Saved data entries

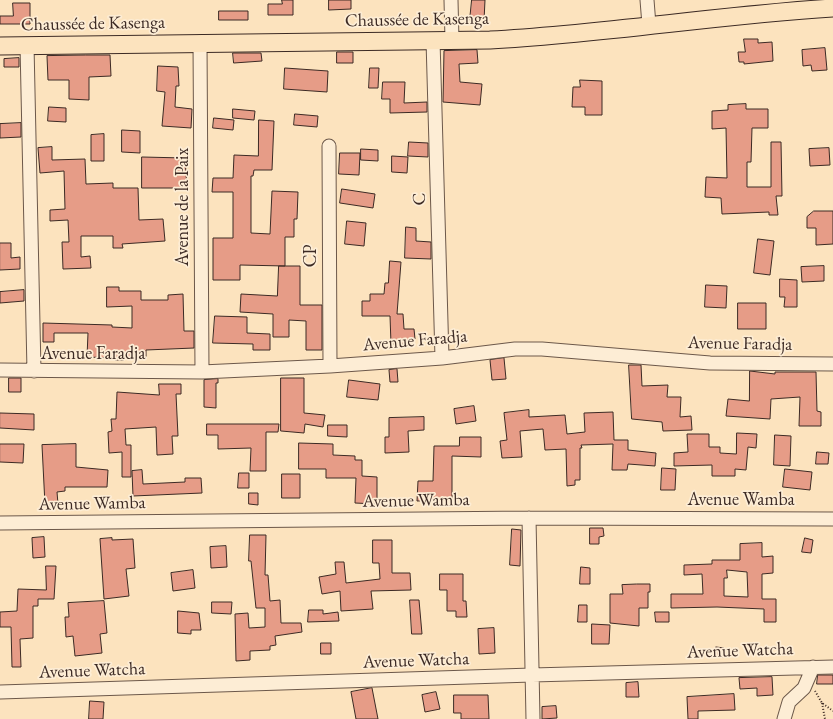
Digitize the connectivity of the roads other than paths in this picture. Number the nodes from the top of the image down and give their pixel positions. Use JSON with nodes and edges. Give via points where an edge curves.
{"nodes":[{"id":1,"x":451,"y":0,"type":"edge"},
{"id":2,"x":647,"y":0,"type":"edge"},
{"id":3,"x":833,"y":8,"type":"edge"},
{"id":4,"x":649,"y":25,"type":"junction"},
{"id":5,"x":433,"y":40,"type":"junction"},
{"id":6,"x":452,"y":40,"type":"junction"},
{"id":7,"x":200,"y":42,"type":"junction"},
{"id":8,"x":27,"y":45,"type":"junction"},
{"id":9,"x":0,"y":46,"type":"edge"},
{"id":10,"x":329,"y":146,"type":"dead end"},
{"id":11,"x":442,"y":358,"type":"junction"},
{"id":12,"x":833,"y":364,"type":"edge"},
{"id":13,"x":330,"y":366,"type":"junction"},
{"id":14,"x":0,"y":370,"type":"edge"},
{"id":15,"x":34,"y":371,"type":"junction"},
{"id":16,"x":202,"y":372,"type":"junction"},
{"id":17,"x":529,"y":518,"type":"junction"},
{"id":18,"x":833,"y":519,"type":"edge"},
{"id":19,"x":0,"y":523,"type":"edge"},
{"id":20,"x":833,"y":667,"type":"edge"},
{"id":21,"x":810,"y":673,"type":"junction"},
{"id":22,"x":532,"y":675,"type":"junction"},
{"id":23,"x":0,"y":692,"type":"edge"},
{"id":24,"x":533,"y":719,"type":"edge"},
{"id":25,"x":784,"y":719,"type":"edge"}],
"edges":[{"from":1,"to":6,"type":"street"},
{"from":2,"to":4,"type":"street"},
{"from":3,"to":4,"type":"main road","name":"Chaussée de Kasenga","via":[[772,11]]},
{"from":4,"to":6,"type":"main road","name":"Chaussée de Kasenga","via":[[556,36]]},
{"from":5,"to":6,"type":"main road","name":"Chaussée de Kasenga"},
{"from":5,"to":7,"type":"main road","name":"Chaussée de Kasenga"},
{"from":5,"to":11,"type":"street","name":"C"},
{"from":7,"to":8,"type":"main road","name":"Chaussée de Kasenga"},
{"from":7,"to":16,"type":"street","name":"Avenue de la Paix"},
{"from":8,"to":9,"type":"main road","name":"Chaussée de Kasenga"},
{"from":8,"to":15,"type":"street"},
{"from":10,"to":13,"type":"street","name":"CP"},
{"from":11,"to":12,"type":"street","name":"Avenue Faradja","via":[[515,349],[542,349],[710,363]]},
{"from":11,"to":13,"type":"street","name":"Avenue Faradja"},
{"from":13,"to":16,"type":"street","name":"Avenue Faradja"},
{"from":14,"to":15,"type":"street","name":"Avenue Faradja"},
{"from":15,"to":16,"type":"street","name":"Avenue Faradja"},
{"from":17,"to":18,"type":"street","name":"Avenue Wamba"},
{"from":17,"to":19,"type":"street","name":"Avenue Wamba"},
{"from":17,"to":22,"type":"street"},
{"from":20,"to":21,"type":"street","name":"Avenue Watcha"},
{"from":21,"to":22,"type":"street","name":"Avenue Watcha"},
{"from":21,"to":25,"type":"street","via":[[802,691],[789,702]]},
{"from":22,"to":23,"type":"street","name":"Avenue Watcha"},
{"from":22,"to":24,"type":"street"}]}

_What to do_: Exact copy, no pictures: please print the data above once more.

_Worked solution_:
Digitize the connectivity of the roads other than paths in this picture. Number the nodes from the top of the image down and give their pixel positions. Use JSON with nodes and edges. Give via points where an edge curves.
{"nodes":[{"id":1,"x":451,"y":0,"type":"edge"},
{"id":2,"x":647,"y":0,"type":"edge"},
{"id":3,"x":833,"y":8,"type":"edge"},
{"id":4,"x":649,"y":25,"type":"junction"},
{"id":5,"x":433,"y":40,"type":"junction"},
{"id":6,"x":452,"y":40,"type":"junction"},
{"id":7,"x":200,"y":42,"type":"junction"},
{"id":8,"x":27,"y":45,"type":"junction"},
{"id":9,"x":0,"y":46,"type":"edge"},
{"id":10,"x":329,"y":146,"type":"dead end"},
{"id":11,"x":442,"y":358,"type":"junction"},
{"id":12,"x":833,"y":364,"type":"edge"},
{"id":13,"x":330,"y":366,"type":"junction"},
{"id":14,"x":0,"y":370,"type":"edge"},
{"id":15,"x":34,"y":371,"type":"junction"},
{"id":16,"x":202,"y":372,"type":"junction"},
{"id":17,"x":529,"y":518,"type":"junction"},
{"id":18,"x":833,"y":519,"type":"edge"},
{"id":19,"x":0,"y":523,"type":"edge"},
{"id":20,"x":833,"y":667,"type":"edge"},
{"id":21,"x":810,"y":673,"type":"junction"},
{"id":22,"x":532,"y":675,"type":"junction"},
{"id":23,"x":0,"y":692,"type":"edge"},
{"id":24,"x":533,"y":719,"type":"edge"},
{"id":25,"x":784,"y":719,"type":"edge"}],
"edges":[{"from":1,"to":6,"type":"street"},
{"from":2,"to":4,"type":"street"},
{"from":3,"to":4,"type":"main road","name":"Chaussée de Kasenga","via":[[772,11]]},
{"from":4,"to":6,"type":"main road","name":"Chaussée de Kasenga","via":[[556,36]]},
{"from":5,"to":6,"type":"main road","name":"Chaussée de Kasenga"},
{"from":5,"to":7,"type":"main road","name":"Chaussée de Kasenga"},
{"from":5,"to":11,"type":"street","name":"C"},
{"from":7,"to":8,"type":"main road","name":"Chaussée de Kasenga"},
{"from":7,"to":16,"type":"street","name":"Avenue de la Paix"},
{"from":8,"to":9,"type":"main road","name":"Chaussée de Kasenga"},
{"from":8,"to":15,"type":"street"},
{"from":10,"to":13,"type":"street","name":"CP"},
{"from":11,"to":12,"type":"street","name":"Avenue Faradja","via":[[515,349],[542,349],[710,363]]},
{"from":11,"to":13,"type":"street","name":"Avenue Faradja"},
{"from":13,"to":16,"type":"street","name":"Avenue Faradja"},
{"from":14,"to":15,"type":"street","name":"Avenue Faradja"},
{"from":15,"to":16,"type":"street","name":"Avenue Faradja"},
{"from":17,"to":18,"type":"street","name":"Avenue Wamba"},
{"from":17,"to":19,"type":"street","name":"Avenue Wamba"},
{"from":17,"to":22,"type":"street"},
{"from":20,"to":21,"type":"street","name":"Avenue Watcha"},
{"from":21,"to":22,"type":"street","name":"Avenue Watcha"},
{"from":21,"to":25,"type":"street","via":[[802,691],[789,702]]},
{"from":22,"to":23,"type":"street","name":"Avenue Watcha"},
{"from":22,"to":24,"type":"street"}]}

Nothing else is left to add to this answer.